_INFORMATION GIVEN_
Start of Block

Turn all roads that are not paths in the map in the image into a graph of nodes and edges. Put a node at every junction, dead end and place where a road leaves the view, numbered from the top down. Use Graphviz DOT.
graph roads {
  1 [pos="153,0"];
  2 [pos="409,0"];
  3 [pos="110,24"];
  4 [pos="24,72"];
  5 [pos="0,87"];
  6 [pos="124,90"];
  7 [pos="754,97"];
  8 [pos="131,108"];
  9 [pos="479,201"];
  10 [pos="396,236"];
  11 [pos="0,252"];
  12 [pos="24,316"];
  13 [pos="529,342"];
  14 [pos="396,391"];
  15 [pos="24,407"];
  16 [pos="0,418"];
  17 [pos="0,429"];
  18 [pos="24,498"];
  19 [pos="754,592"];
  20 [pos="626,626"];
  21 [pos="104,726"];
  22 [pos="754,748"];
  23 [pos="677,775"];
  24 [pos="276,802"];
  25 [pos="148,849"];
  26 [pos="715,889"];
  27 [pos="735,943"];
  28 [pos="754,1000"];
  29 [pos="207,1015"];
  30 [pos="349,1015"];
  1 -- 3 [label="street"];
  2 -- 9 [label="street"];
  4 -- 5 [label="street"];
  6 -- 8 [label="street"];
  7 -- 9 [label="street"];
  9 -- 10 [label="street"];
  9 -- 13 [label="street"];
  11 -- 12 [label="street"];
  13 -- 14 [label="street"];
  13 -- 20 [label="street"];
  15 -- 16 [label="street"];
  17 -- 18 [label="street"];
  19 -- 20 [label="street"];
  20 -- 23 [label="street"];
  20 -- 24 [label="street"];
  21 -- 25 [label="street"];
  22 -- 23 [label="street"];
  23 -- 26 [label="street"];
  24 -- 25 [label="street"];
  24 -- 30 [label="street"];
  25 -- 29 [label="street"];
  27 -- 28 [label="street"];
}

End of Block
Start of Block

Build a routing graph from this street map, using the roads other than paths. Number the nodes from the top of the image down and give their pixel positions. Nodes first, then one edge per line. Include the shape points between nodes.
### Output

End of Block
Start of Block

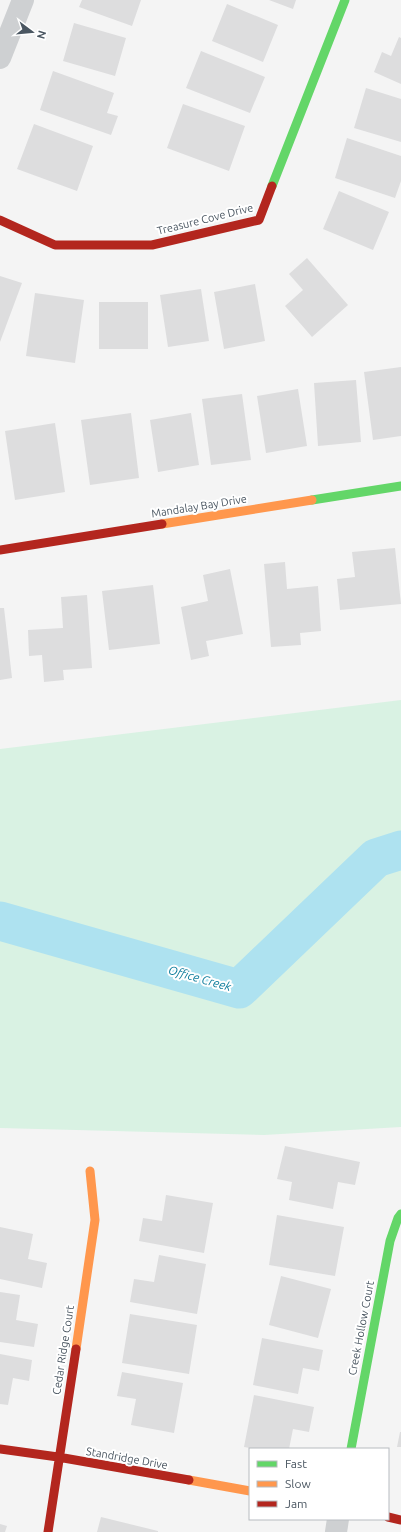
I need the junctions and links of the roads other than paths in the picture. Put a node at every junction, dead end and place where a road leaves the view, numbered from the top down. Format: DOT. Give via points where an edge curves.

End of Block

_EXERCISE REQUIREMENTS_
Search the entries above for lines holding the string "other", then report only how many there are.

_EXERCISE OUTPUT_
2